La oficina que la SEC creó para las pymes y que Europa ni se plantea
La Securities and Exchange Commission (SEC, supervisor bursátil de Estados Unidos) cuenta desde enero de 2019 con una Office of the Advocate for Small Business Capital Formation, un órgano con mandato legal propio dedicado en exclusiva a identificar y eliminar obstáculos regulatorios a la financiación de pequeñas empresas. La intervención de sus dos subdirectoras, Jenny Riegel y Amy Reischauer, en la conferencia SEC Speaks 2026 (20 de marzo) permite revisitar un modelo institucional que ni la Autoridad Europea de Valores y Mercados (ESMA) ni la CNMV han replicado —ni, hasta donde se sabe, considerado seriamente.
La oficina nació por mandato del SEC Small Business Advocate Act of 2016 (Public Law 114-284), una norma bipartidista que modificó la Securities Exchange Act of 1934 para insertar esta estructura dentro del propio supervisor.
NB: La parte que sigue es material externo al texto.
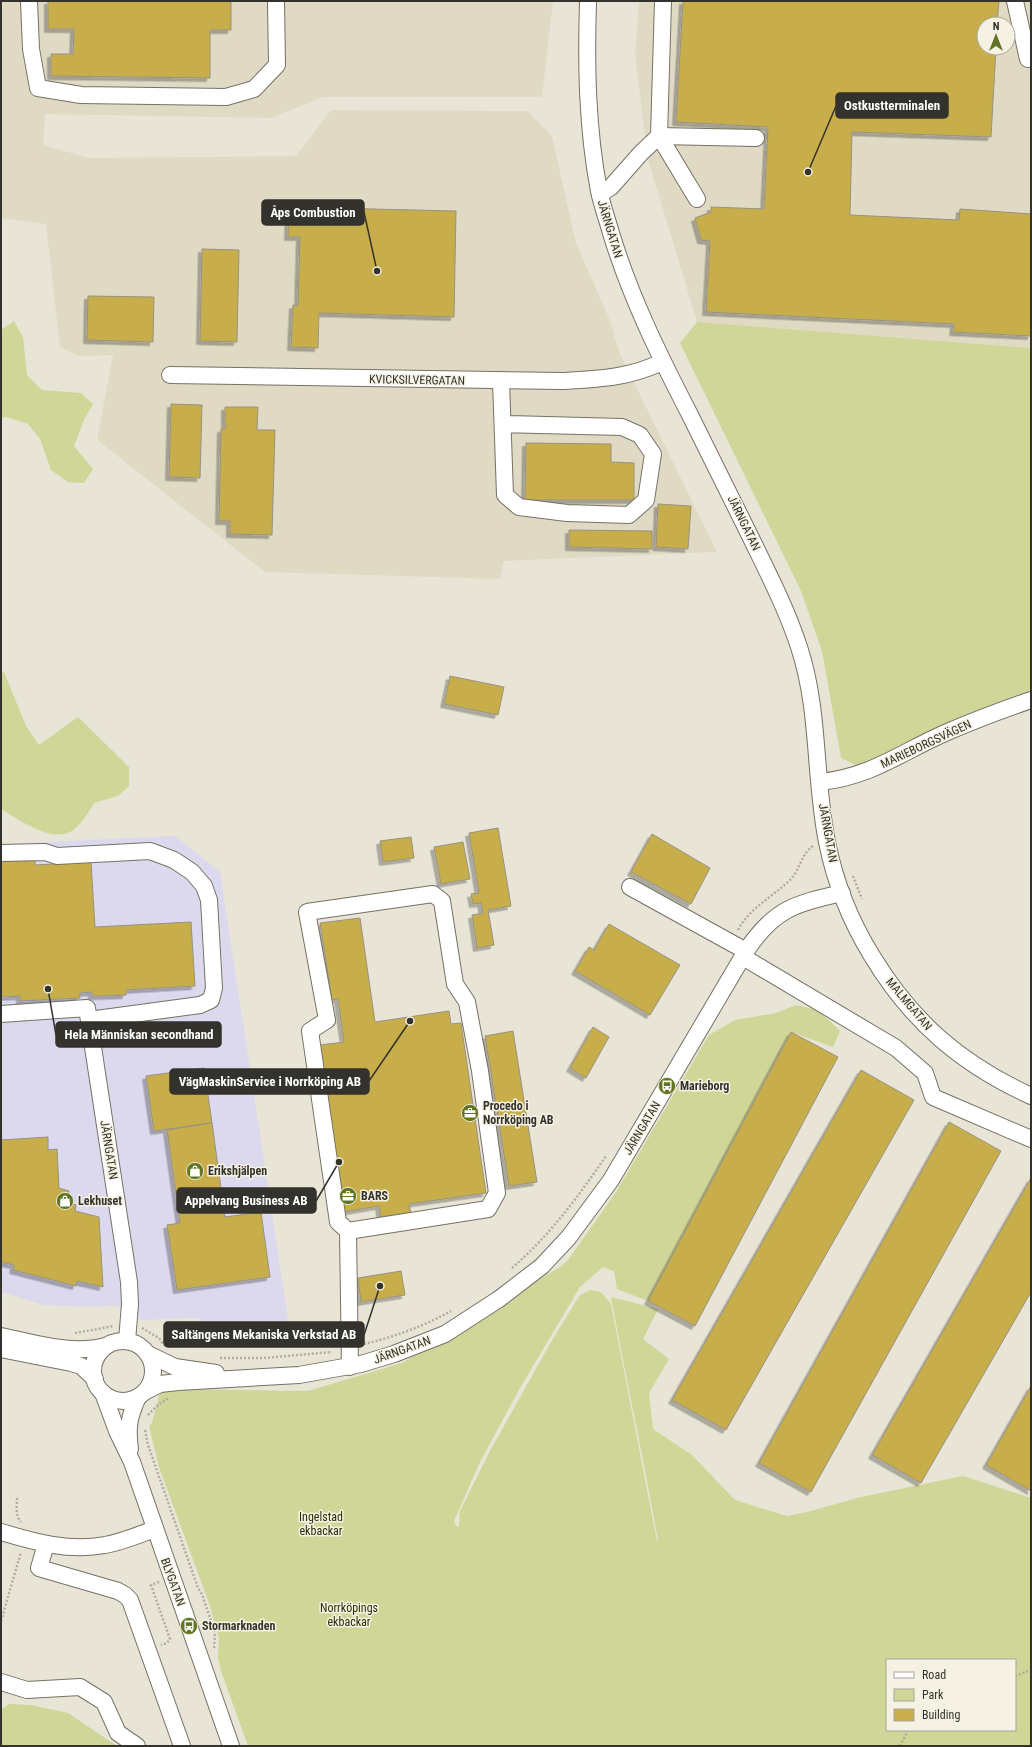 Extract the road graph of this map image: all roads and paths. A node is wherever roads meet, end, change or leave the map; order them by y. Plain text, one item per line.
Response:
1 (29, 1) edge
2 (276, 1) edge
3 (588, 1) edge
4 (663, 1) edge
5 (1015, 1) edge
6 (1028, 59) dead end
7 (659, 136) junction
8 (756, 138) dead end
9 (600, 194) junction
10 (697, 199) dead end
11 (662, 362) junction
12 (170, 375) dead end
13 (501, 381) junction
14 (502, 424) junction
15 (1031, 700) edge
16 (820, 782) junction
17 (827, 843) junction
18 (1, 853) edge
19 (630, 887) dead end
20 (842, 893) junction
21 (731, 943) junction
22 (745, 954) junction
23 (1, 1014) edge
24 (88, 1014) junction
25 (1031, 1096) edge
26 (1031, 1139) edge
27 (607, 1155) dead end
28 (348, 1231) junction
29 (511, 1269) dead end
30 (455, 1308) dead end
31 (129, 1325) junction
32 (68, 1333) dead end
33 (1, 1336) edge
34 (127, 1341) junction
35 (106, 1346) junction
36 (169, 1348) dead end
37 (350, 1348) junction
38 (1, 1349) edge
39 (148, 1354) junction
40 (213, 1357) dead end
41 (350, 1367) junction
42 (247, 1377) junction
43 (95, 1379) junction
44 (178, 1382) junction
45 (103, 1393) junction
46 (142, 1394) junction
47 (146, 1420) dead end
48 (144, 1426) dead end
49 (132, 1462) junction
50 (17, 1498) dead end
51 (155, 1529) junction
52 (1, 1532) edge
53 (25, 1539) junction
54 (46, 1544) junction
55 (191, 1570) junction
56 (172, 1577) junction
57 (1, 1621) edge
58 (147, 1650) junction
59 (214, 1655) dead end
60 (1031, 1670) edge
61 (1016, 1676) edge
62 (1, 1682) edge
63 (908, 1731) edge
64 (137, 1746) edge
65 (182, 1746) edge
66 (231, 1746) edge
67 (900, 1746) edge

1 - 2 street
3 - 9 street, JÄRNGATAN
4 - 7 street
5 - 6 street
7 - 8 street
7 - 9 street
7 - 10 street
9 - 11 street, JÄRNGATAN
11 - 13 street, KVICKSILVERGATAN
11 - 16 street, JÄRNGATAN
12 - 13 street, KVICKSILVERGATAN
13 - 14 street
14 - 14 street
15 - 16 street, MARIEBORGSVÄGEN
16 - 17 street, JÄRNGATAN
17 - 20 street, JÄRNGATAN
17 - 21 path
18 - 24 street
19 - 21 street
20 - 22 street, JÄRNGATAN
20 - 25 street, MALMGATAN
21 - 22 street
22 - 26 street
22 - 41 street, JÄRNGATAN
23 - 24 street
24 - 31 street, JÄRNGATAN
27 - 29 path
28 - 28 street
28 - 37 street
30 - 37 path
31 - 32 path
31 - 34 street, JÄRNGATAN
31 - 36 path
33 - 35 street
34 - 35 street
34 - 39 street
35 - 43 street
37 - 40 path
37 - 41 street
38 - 43 street
39 - 42 street, JÄRNGATAN
39 - 46 street
41 - 42 street, JÄRNGATAN
42 - 44 street, JÄRNGATAN
43 - 45 street
44 - 46 street, JÄRNGATAN
44 - 47 path
45 - 46 street
45 - 49 street, BLYGATAN
46 - 49 street, BLYGATAN
48 - 55 path
49 - 51 street, BLYGATAN
50 - 53 path
51 - 54 street
51 - 56 street, BLYGATAN
52 - 53 street
53 - 54 street
53 - 57 path
54 - 58 street
55 - 56 path
55 - 59 path
56 - 58 path
56 - 66 street, BLYGATAN
58 - 65 street
60 - 61 path
62 - 64 street
63 - 67 path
Sus funciones están tasadas por ley: elaborar un informe anual al Congreso con datos desagregados sobre captación de capital por fase empresarial, demografía y territorio; proponer al pleno de la SEC reformas normativas; organizar el Government-Business Forum on Small Business Capital Formation; y gestionar un comité asesor (Small Business Capital Formation Advisory Committee) integrado por profesionales del sector privado.
Lo relevante del diseño es dónde sitúa la defensa de los intereses de las pymes: dentro del regulador, no fuera. En la arquitectura europea, la protección del inversor minorista tiene su propio circuito institucional, pero la perspectiva del emisor pequeño —la empresa que necesita capital y no encuentra cauce regulatorio proporcional— carece de interlocutor formal equivalente. La CNMV ha anunciado grupos de trabajo para facilitar la admisión a negociación de pymes, siguiendo recomendaciones de la OCDE, y ha creado un Departamento Especial de Protección al Inversor Minorista, pero ninguna de estas iniciativas otorga a las pequeñas empresas emisoras un defensor interno con mandato legal y obligación de reportar al parlamento.
La comparación con Alemania apunta en la misma dirección: la BaFin (Bundesanstalt für Finanzdienstleistungsaufsicht, supervisor financiero federal alemán) tampoco dispone de una oficina análoga, pese a que el tejido empresarial alemán, como el español, descansa sobre pymes. La diferencia no es solo organizativa sino conceptual: el legislador estadounidense asumió que el supervisor tiende estructuralmente a priorizar la protección del inversor sobre la facilitación de la captación de capital, y decidió corregir ese sesgo por ley.
La exportabilidad del modelo a la UE plantea, sin embargo, dificultades propias. El paquete legislativo conocido como Listing Act, adoptado en 2024 para reformar, entre otros aspectos, el régimen de los mercados de pymes en crecimiento (SME Growth Markets), opera desde la armonización normativa, no desde la abogacía institucional interna, lo que responde a una lógica regulatoria distinta. Pero la pregunta que la SEC respondió en 2016 sigue sin respuesta en Europa: ¿quién defiende, dentro del regulador, los intereses del emisor pequeño?